Prompt> Give the records again, every one, exactly.

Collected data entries
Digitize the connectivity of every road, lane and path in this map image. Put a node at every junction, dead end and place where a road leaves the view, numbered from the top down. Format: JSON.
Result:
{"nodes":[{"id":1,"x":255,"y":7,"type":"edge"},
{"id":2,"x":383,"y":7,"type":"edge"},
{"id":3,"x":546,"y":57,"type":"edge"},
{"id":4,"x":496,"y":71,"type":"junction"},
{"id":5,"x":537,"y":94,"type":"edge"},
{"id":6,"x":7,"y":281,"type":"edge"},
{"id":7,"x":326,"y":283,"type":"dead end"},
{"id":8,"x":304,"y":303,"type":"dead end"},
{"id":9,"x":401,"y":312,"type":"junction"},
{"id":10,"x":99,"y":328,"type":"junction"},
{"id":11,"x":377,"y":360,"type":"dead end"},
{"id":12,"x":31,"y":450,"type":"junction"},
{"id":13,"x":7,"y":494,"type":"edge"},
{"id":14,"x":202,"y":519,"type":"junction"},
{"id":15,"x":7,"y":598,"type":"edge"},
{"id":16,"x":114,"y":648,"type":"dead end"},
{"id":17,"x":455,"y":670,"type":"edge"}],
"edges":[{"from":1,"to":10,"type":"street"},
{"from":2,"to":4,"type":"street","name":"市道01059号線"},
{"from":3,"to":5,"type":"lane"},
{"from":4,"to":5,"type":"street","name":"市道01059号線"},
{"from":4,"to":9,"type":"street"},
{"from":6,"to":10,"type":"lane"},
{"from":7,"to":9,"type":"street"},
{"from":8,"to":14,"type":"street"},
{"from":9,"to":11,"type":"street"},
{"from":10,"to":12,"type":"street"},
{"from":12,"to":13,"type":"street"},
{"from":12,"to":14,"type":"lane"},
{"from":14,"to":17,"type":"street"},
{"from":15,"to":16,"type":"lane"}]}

Output for this exercise>
Digitize the connectivity of every road, lane and path in this map image. Put a node at every junction, dead end and place where a road leaves the view, numbered from the top down. Format: JSON.
Result:
{"nodes":[{"id":1,"x":255,"y":7,"type":"edge"},
{"id":2,"x":383,"y":7,"type":"edge"},
{"id":3,"x":546,"y":57,"type":"edge"},
{"id":4,"x":496,"y":71,"type":"junction"},
{"id":5,"x":537,"y":94,"type":"edge"},
{"id":6,"x":7,"y":281,"type":"edge"},
{"id":7,"x":326,"y":283,"type":"dead end"},
{"id":8,"x":304,"y":303,"type":"dead end"},
{"id":9,"x":401,"y":312,"type":"junction"},
{"id":10,"x":99,"y":328,"type":"junction"},
{"id":11,"x":377,"y":360,"type":"dead end"},
{"id":12,"x":31,"y":450,"type":"junction"},
{"id":13,"x":7,"y":494,"type":"edge"},
{"id":14,"x":202,"y":519,"type":"junction"},
{"id":15,"x":7,"y":598,"type":"edge"},
{"id":16,"x":114,"y":648,"type":"dead end"},
{"id":17,"x":455,"y":670,"type":"edge"}],
"edges":[{"from":1,"to":10,"type":"street"},
{"from":2,"to":4,"type":"street","name":"市道01059号線"},
{"from":3,"to":5,"type":"lane"},
{"from":4,"to":5,"type":"street","name":"市道01059号線"},
{"from":4,"to":9,"type":"street"},
{"from":6,"to":10,"type":"lane"},
{"from":7,"to":9,"type":"street"},
{"from":8,"to":14,"type":"street"},
{"from":9,"to":11,"type":"street"},
{"from":10,"to":12,"type":"street"},
{"from":12,"to":13,"type":"street"},
{"from":12,"to":14,"type":"lane"},
{"from":14,"to":17,"type":"street"},
{"from":15,"to":16,"type":"lane"}]}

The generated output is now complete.